I must admit, I don't really like this Skiller. A web of complicity stretches out wherever he ties his threads; if he really did have so much power over Widow Roessler's boarding house, if he was the factotum, the deus ex machina, if nothing happened between those walls but that he knew about it, then why did he come to me for a solution to the mystery? Why did he bring me the charred copybook? Was it he who found the copybook in the ruins? Or did he put it there? Was it he who brought this mass of negative information, of irreversible entropy, he who introduced it into the house, as now into the circuits of the computer?
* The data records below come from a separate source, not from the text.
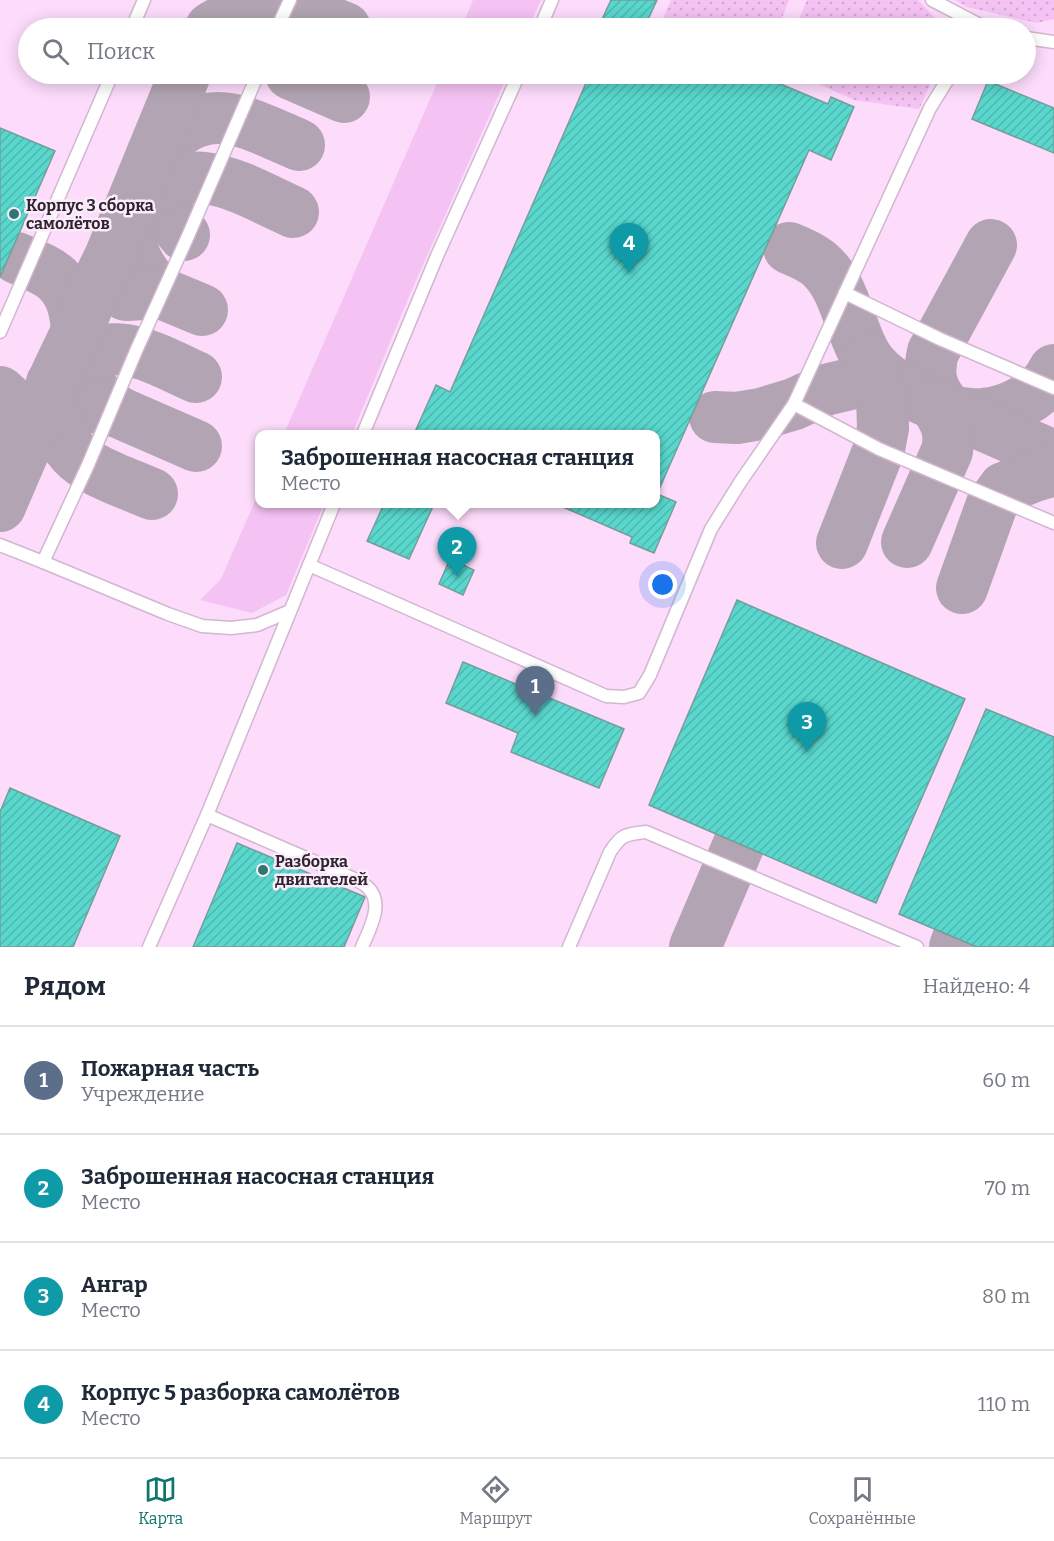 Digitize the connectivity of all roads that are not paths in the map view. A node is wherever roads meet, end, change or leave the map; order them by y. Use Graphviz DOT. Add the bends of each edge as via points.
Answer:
graph roads {
  1 [pos="144,0"];
  2 [pos="290,0"];
  3 [pos="552,0"];
  4 [pos="932,0"];
  5 [pos="136,18"];
  6 [pos="282,18"];
  7 [pos="544,18"];
  8 [pos="966,18"];
  9 [pos="1036,39"];
  10 [pos="1054,42"];
  11 [pos="108,84"];
  12 [pos="254,84"];
  13 [pos="514,84"];
  14 [pos="945,84"];
  15 [pos="845,293"];
  16 [pos="0,332"];
  17 [pos="1054,388"];
  18 [pos="794,404"];
  19 [pos="365,430"];
  20 [pos="332,508"];
  21 [pos="1053,522"];
  22 [pos="0,545"];
  23 [pos="43,562"];
  24 [pos="309,565"];
  25 [pos="290,611"];
  26 [pos="207,814"];
  27 [pos="148,947"];
  28 [pos="362,947"];
  29 [pos="569,947"];
  30 [pos="917,947"];
  1 -- 5 [label="lane"];
  2 -- 6 [label="lane"];
  3 -- 7 [label="lane"];
  4 -- 8 [label="lane"];
  9 -- 10 [label="lane"];
  11 -- 16 [label="lane"];
  12 -- 23 [label="lane"];
  13 -- 19 [label="lane"];
  14 -- 15 [label="lane" via="930,108"];
  15 -- 17 [label="lane"];
  15 -- 18 [label="lane"];
  18 -- 21 [label="lane" via="879,448"];
  18 -- 24 [label="lane" via="711,529 639,693 606,696"];
  20 -- 24 [label="lane"];
  22 -- 23 [label="lane"];
  23 -- 25 [label="lane" via="202,626 257,625"];
  24 -- 25 [label="lane"];
  25 -- 26 [label="lane"];
  26 -- 27 [label="lane"];
  26 -- 28 [label="lane" via="366,885 376,904"];
  29 -- 30 [label="lane" via="618,840 624,835 646,832"];
} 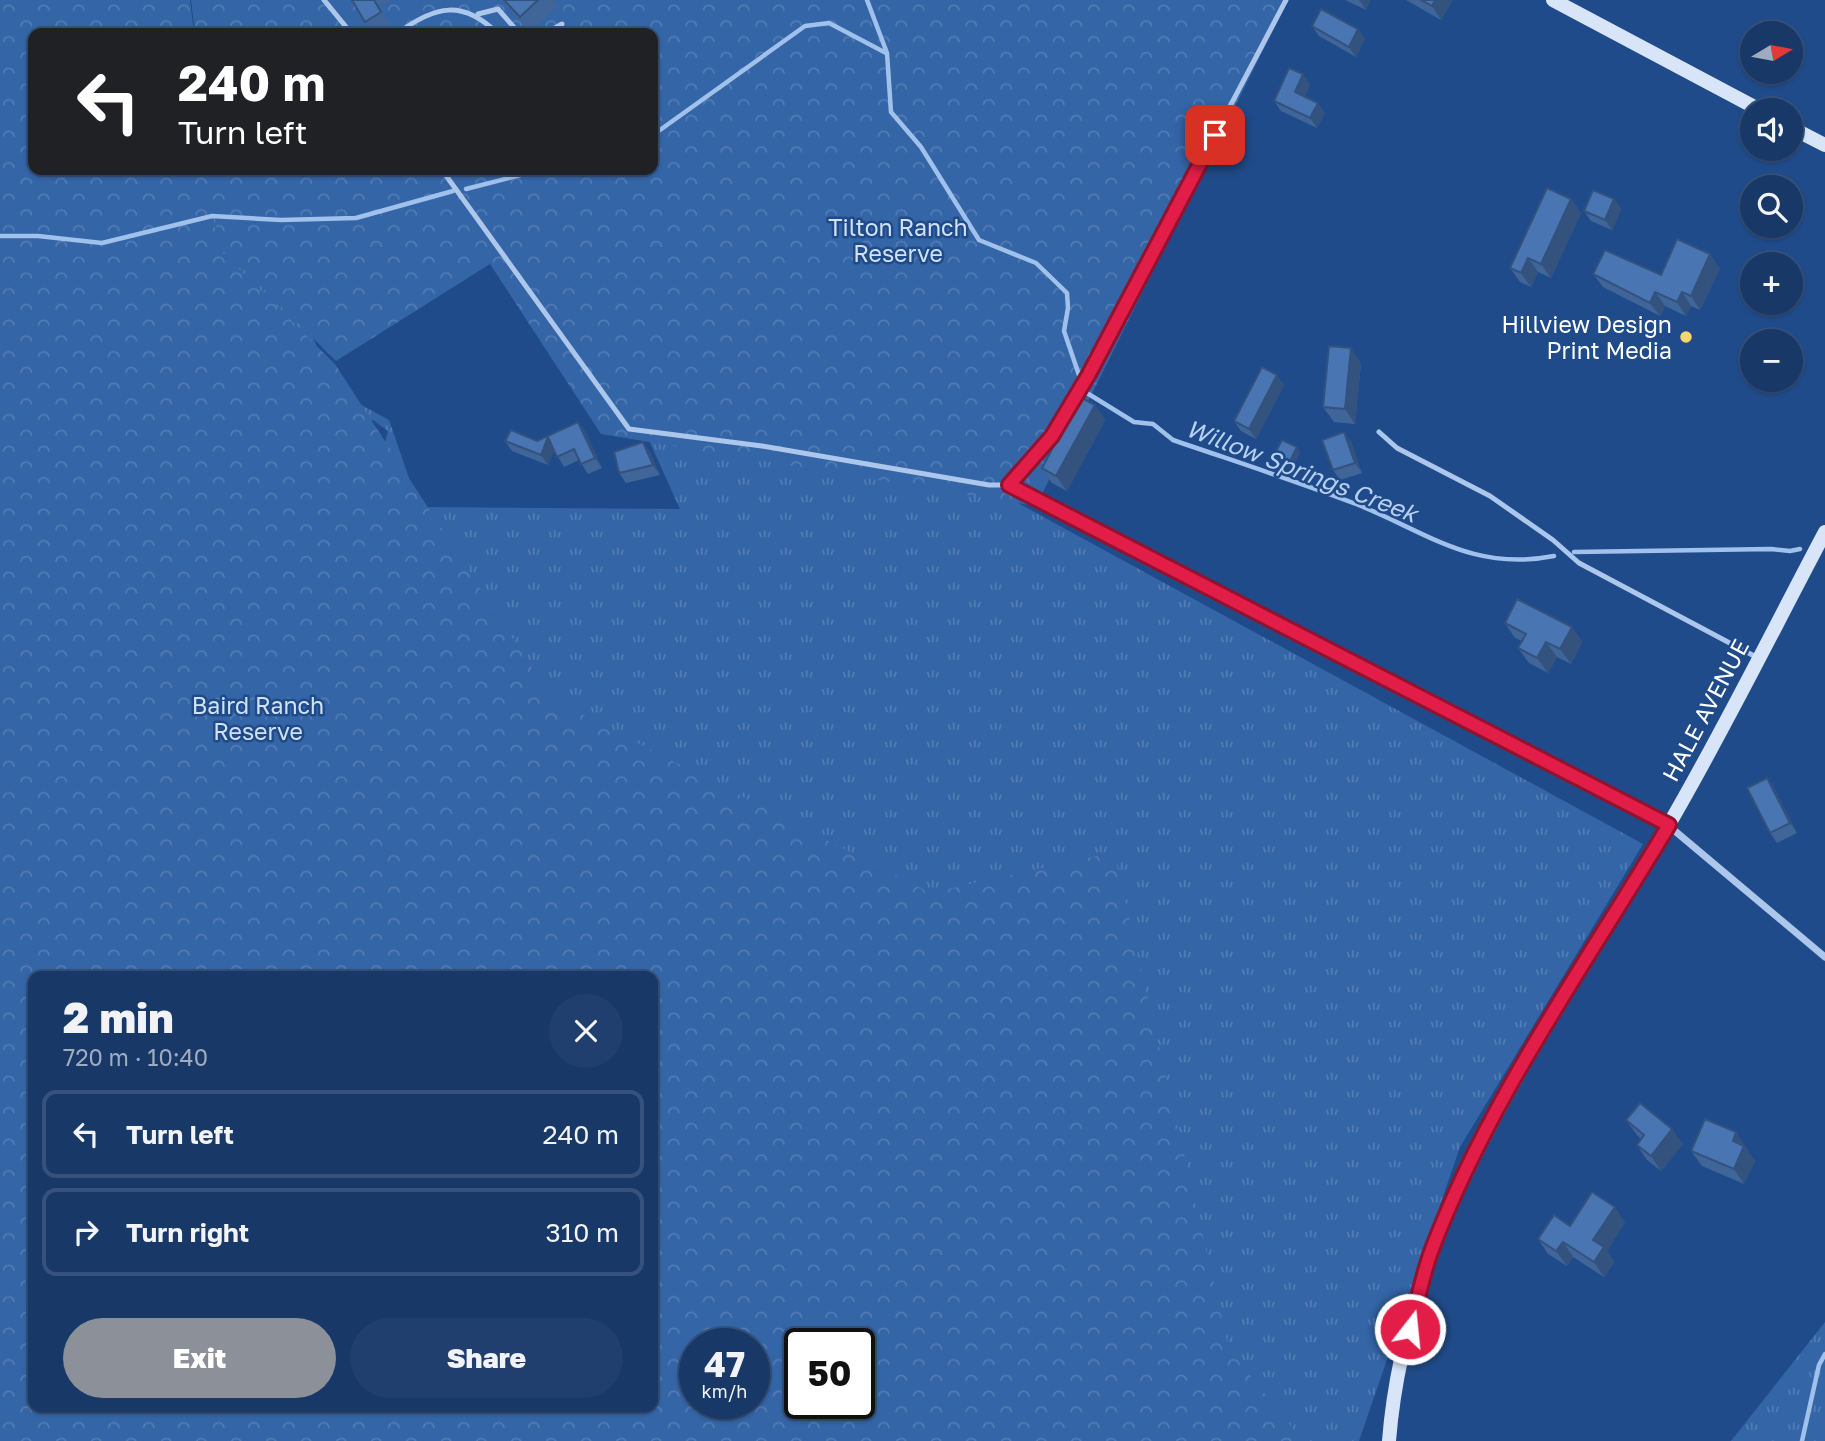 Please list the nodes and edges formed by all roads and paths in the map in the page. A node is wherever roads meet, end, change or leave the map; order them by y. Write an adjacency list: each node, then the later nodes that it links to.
1 (324, 0): 6 (lane)
2 (1286, 0): 16 (lane)
3 (1553, 0): 11 (main road)
4 (478, 14): 7 (lane); 8 (lane); 9 (lane)
5 (562, 24): 10 (lane)
6 (347, 28)
7 (405, 28)
8 (494, 28)
9 (515, 28)
10 (555, 28)
11 (1740, 99)
12 (1803, 134): 13 (main road)
13 (1825, 145)
14 (446, 175): 16 (lane)
15 (1379, 432): 18 (lane)
16 (1009, 485): 19 (lane)
17 (1825, 533): 18 (main road, HALE AVENUE)
18 (1758, 659): 19 (main road, HALE AVENUE)
19 (1669, 825): 20 (street); 21 (main road, HALE AVENUE)
20 (1825, 957)
21 (1389, 1441)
The Roessler boarding-house massacre doesn't have four characters: it has five. I translate the data of insurance agent Skiller into holes on punchcards and add it to the other information. The abominable deeds could be his doing as much as any of the others: he could have Blackmailed, Drugged, Induced to Suicide, etc., or better still he could have made somebody prostitute themselves or strangle someone and all the rest. The billions of combinations multiply, but perhaps a shape is beginning to emerge. Merely for the purposes of a hypothesis I could construct a model in which all the evil stems from Skiller, before whose entrance on the scene the boarding house basked in Arcadian innocence: old Widow Roessler plays a Lied on her Bechstein which the gentle giant Beiindo humps from room to room for the sake of the tenants' enjoyment, Ogiva waters the petunias, Inigo paints petunias on Ogiva's head. The bell rings: it's Skiller. Is he looking for a bed and breakfast? No, but he has some useful insurance policies to offer: life, accident, fire, house and contents. The conditions are good; Skiller invites them to think it over; they think it over; they think of things they never thought of before; they are tempted; temptation starts its trail of electronic impulses through the channels of the brain… I'm aware that I am undermining the objectivity of the operation with these subjective dislikes. In the end, what do I know about this Skiller? Perhaps his soul is without stain, perhaps he is the only innocent person in the story, while all the data depict Widow Roessler as a sordid miser, Ogiva as a ruthless narcissist, Inigo as lost in his dreamy introversion, Beiindo as condemned to muscular brutality for lack of alternative role models … It is they who called Skiller, each with a sinister plan against the other three and the insurance company. Skiller is the dove in a nest of serpents.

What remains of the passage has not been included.